Brendan Musgrove, Managing Director at Cordant Security, writes for Infologue.com about the impact of the charge for single use carrier bags on security personnel. He writes: “This week I made my television debut on ITV regional news and my chosen subject was carrier bags! It has been six months since the introduction of the minimum 5p charge for single use carrier bags and I was asked to comment on whether it was harder for security personnel to identify and prevent shoplifters.
“The simple answer is yes. Certainly the retail environment is more complex nowadays due to the number of variables involved. Let’s use an example of a typical scenario before the change in legislation, which would involve a single shop visit. The flow would be very simple as the shopper walks in empty handed, uses a basket or trolley to shop, and then checks out using the appropriately branded bag. This was a very straightforward process to observe and any deviation was easily seen by exception.
“Post legislation a shopper may now walk in empty handed, with personal luggage or with a range of branded bags. Similarly at the checkout the number of variables has increased as shoppers can choose to carry out their items in their arms, use any type of carrier bag or personal luggage.
“Even the act of shopping has changed with some consumers choosing to use the bags they have brought into the store instead of a trolley or wire basket as well as a way of carrying goods home. Others have decided to try and use wire baskets as a way of carrying goods home, causing retailers in some instances to have to secure baskets and trollies or risk significant losses. When the legislation was first introduced in Wales and Scotland there were reports of substantial increases in the number of baskets being pilfered, so this was something we were prepared for, and one key step was to ensure that baskets were placed away from the doors with retro-fit tags applied.
“In the early days we did have instances where our security guards were asked to step in and support the shop workers who had to settle disputes with disgruntled customers and police the use of plastic bags. This was inevitable and we see this whenever there is a change of procedure, as people can get frustrated and take it out on the shop worker. This did stretch security resources and divert attention from potential thefts elsewhere but relatively quickly people started to accept the charges.
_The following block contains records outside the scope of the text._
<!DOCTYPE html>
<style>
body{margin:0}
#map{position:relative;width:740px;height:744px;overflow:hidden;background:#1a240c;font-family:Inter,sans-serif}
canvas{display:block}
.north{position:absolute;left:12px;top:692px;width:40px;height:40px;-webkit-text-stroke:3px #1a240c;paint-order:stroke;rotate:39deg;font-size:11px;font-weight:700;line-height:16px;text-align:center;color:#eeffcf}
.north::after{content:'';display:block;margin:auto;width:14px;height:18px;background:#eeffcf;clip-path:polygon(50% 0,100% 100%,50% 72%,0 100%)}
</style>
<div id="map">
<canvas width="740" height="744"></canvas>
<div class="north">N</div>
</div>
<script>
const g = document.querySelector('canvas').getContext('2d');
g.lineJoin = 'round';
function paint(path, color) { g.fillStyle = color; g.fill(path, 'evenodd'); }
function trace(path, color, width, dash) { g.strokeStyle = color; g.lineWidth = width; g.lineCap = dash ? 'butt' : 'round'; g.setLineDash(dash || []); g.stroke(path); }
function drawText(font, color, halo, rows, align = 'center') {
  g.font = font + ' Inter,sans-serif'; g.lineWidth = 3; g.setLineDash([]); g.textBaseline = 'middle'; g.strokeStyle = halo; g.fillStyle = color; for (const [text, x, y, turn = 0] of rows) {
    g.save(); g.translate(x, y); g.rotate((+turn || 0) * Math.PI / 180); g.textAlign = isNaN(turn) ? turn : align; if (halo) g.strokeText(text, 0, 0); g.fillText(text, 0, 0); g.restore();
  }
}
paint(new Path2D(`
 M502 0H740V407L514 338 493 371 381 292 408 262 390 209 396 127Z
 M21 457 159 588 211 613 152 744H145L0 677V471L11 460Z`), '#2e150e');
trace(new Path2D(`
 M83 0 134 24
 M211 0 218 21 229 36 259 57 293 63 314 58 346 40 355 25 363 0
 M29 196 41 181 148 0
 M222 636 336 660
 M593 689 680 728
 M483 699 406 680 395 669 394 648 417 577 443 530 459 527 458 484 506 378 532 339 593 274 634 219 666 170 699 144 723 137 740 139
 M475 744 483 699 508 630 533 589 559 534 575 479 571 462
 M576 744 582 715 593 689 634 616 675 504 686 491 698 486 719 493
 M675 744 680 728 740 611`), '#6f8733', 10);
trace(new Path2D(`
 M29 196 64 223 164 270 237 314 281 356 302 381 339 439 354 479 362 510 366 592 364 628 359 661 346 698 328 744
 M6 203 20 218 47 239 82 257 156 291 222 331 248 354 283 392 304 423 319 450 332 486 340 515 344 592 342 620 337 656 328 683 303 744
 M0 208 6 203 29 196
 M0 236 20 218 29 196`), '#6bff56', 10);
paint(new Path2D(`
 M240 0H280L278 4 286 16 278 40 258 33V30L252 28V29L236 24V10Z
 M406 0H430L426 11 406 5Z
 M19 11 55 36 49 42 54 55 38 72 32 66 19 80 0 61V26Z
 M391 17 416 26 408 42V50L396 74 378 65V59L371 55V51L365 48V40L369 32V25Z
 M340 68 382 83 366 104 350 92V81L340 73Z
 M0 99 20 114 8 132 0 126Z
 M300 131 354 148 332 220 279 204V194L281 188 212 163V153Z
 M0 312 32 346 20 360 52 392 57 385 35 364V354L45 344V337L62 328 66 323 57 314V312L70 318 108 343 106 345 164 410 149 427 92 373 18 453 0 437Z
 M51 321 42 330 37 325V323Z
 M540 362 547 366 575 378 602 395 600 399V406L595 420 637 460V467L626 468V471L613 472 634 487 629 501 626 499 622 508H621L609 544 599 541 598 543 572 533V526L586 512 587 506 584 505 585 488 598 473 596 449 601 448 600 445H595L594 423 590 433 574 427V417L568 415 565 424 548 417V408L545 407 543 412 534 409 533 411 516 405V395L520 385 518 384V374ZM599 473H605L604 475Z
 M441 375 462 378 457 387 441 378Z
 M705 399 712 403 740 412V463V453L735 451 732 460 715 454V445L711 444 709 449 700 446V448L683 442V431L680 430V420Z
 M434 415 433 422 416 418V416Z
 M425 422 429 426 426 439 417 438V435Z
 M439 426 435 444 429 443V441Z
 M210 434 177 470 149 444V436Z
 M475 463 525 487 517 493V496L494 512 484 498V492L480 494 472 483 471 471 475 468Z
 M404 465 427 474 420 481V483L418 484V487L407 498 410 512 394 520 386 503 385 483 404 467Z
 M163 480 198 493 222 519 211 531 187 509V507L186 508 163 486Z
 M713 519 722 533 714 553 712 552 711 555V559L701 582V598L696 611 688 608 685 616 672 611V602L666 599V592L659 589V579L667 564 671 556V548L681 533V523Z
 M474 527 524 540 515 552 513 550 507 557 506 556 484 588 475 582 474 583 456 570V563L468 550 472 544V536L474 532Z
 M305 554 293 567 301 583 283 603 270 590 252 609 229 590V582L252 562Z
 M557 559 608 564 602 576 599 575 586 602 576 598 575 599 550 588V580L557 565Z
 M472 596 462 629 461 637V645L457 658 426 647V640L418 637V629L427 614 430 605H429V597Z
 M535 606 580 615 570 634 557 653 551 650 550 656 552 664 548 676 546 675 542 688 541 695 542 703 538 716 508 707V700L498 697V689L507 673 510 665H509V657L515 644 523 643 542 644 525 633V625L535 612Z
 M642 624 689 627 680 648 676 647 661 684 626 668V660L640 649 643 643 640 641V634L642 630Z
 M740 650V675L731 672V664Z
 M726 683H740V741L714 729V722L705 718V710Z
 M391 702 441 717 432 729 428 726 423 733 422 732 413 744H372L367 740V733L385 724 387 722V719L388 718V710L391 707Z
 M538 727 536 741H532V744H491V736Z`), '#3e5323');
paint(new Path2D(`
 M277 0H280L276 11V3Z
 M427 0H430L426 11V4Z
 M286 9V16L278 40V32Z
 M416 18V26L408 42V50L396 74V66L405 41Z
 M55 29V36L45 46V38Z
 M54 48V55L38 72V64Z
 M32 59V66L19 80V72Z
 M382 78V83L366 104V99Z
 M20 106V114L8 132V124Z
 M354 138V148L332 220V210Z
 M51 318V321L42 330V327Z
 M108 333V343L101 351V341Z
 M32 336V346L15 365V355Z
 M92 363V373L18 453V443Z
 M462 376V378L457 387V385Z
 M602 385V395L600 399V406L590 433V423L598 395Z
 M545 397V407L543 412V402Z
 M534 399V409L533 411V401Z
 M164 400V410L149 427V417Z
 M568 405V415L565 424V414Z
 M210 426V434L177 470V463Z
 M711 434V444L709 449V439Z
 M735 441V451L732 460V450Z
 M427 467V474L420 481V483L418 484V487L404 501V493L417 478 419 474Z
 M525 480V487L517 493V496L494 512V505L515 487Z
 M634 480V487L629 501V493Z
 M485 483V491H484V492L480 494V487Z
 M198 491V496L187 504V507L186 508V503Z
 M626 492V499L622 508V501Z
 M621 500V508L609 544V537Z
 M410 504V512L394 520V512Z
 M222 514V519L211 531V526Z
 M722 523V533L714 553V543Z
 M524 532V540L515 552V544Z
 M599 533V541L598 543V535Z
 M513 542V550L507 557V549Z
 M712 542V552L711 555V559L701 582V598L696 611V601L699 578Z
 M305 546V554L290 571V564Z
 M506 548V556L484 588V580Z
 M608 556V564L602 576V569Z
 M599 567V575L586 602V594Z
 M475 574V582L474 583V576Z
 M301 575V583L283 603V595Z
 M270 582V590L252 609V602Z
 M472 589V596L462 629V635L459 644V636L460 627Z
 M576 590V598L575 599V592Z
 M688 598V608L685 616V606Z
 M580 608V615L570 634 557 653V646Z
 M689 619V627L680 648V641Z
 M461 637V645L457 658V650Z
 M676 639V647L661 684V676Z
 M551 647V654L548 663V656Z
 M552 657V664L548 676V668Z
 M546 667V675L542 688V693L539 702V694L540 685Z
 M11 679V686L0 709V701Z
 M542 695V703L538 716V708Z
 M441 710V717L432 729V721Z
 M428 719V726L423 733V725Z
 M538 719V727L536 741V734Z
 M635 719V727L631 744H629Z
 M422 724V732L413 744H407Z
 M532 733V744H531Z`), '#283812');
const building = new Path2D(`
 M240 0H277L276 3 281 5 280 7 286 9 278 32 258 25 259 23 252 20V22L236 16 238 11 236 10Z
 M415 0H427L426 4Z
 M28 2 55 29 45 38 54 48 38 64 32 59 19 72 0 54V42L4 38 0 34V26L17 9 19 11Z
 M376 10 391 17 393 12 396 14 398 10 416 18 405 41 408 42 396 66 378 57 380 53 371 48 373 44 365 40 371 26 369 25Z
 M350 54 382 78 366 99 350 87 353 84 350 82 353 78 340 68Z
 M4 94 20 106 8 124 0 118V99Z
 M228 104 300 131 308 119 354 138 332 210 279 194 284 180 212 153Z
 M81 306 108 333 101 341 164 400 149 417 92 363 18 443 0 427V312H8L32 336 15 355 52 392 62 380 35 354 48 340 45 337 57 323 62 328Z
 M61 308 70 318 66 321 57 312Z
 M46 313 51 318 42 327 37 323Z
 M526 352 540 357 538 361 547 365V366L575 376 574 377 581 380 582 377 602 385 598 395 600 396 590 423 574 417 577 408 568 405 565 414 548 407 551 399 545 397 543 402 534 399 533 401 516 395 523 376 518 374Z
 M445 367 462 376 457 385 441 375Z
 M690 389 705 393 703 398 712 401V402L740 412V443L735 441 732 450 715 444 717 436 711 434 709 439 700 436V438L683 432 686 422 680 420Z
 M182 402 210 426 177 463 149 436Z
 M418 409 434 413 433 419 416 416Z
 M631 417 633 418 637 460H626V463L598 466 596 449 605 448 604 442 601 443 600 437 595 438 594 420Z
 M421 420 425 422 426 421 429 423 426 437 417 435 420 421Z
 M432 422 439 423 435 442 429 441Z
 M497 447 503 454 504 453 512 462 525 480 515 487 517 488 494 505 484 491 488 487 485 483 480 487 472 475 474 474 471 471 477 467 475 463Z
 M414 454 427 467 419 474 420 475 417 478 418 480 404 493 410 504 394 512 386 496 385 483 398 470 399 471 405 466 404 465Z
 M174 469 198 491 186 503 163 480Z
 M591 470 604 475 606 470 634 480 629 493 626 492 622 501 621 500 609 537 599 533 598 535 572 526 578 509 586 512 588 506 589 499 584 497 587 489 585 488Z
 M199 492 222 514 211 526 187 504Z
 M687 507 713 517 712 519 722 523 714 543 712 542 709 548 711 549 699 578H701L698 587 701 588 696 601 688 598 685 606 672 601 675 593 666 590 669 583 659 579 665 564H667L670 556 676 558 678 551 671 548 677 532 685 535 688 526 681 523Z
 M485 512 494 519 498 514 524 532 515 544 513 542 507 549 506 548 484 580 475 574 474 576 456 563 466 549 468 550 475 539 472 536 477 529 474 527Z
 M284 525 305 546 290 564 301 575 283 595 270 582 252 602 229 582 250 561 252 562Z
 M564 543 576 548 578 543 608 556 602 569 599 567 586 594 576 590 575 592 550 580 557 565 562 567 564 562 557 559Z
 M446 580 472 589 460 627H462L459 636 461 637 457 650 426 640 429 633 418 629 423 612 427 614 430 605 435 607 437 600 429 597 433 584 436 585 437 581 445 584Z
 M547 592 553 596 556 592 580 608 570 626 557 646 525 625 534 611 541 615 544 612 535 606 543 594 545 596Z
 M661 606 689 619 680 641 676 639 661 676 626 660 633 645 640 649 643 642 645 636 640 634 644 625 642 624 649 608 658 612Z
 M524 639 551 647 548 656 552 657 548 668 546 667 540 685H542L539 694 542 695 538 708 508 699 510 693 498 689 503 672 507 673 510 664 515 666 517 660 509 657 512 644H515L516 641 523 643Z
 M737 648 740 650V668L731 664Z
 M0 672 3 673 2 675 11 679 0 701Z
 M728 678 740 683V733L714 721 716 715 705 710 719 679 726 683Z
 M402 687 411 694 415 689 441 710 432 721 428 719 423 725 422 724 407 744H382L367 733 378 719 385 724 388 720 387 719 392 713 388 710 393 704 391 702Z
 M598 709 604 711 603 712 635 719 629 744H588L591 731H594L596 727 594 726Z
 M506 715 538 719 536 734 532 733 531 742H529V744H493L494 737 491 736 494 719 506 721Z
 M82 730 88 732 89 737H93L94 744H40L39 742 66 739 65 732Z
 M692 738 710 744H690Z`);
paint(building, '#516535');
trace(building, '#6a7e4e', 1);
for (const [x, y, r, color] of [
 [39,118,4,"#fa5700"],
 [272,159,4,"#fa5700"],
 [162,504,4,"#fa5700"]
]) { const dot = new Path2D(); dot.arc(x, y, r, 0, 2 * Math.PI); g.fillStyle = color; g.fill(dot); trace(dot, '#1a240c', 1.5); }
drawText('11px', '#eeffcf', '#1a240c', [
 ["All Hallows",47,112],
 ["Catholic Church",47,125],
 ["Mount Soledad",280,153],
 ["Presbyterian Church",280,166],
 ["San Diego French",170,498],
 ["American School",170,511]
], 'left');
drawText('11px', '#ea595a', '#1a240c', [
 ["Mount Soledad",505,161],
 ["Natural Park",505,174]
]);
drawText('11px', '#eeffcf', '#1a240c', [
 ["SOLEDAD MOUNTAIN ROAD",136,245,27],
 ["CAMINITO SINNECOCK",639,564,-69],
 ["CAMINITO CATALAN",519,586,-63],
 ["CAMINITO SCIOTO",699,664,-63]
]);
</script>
“This increasing complexity in store has provided the potential shoplifter with more opportunities to ply their trade and there is no doubt that makes it more difficult for security providers to identify theft and execute a good stop. At Cordant Security we have risen to the challenge by working closely with our retail partners in advance of the legislation being implemented to develop new approaches to these issues. We have made sure that our officers were trained well in advance and kept abreast of the changing habits of shoplifters.
“Security is, as always, an ever-moveable feast but as an industry we are used to new challenges and perhaps even thrive on them”.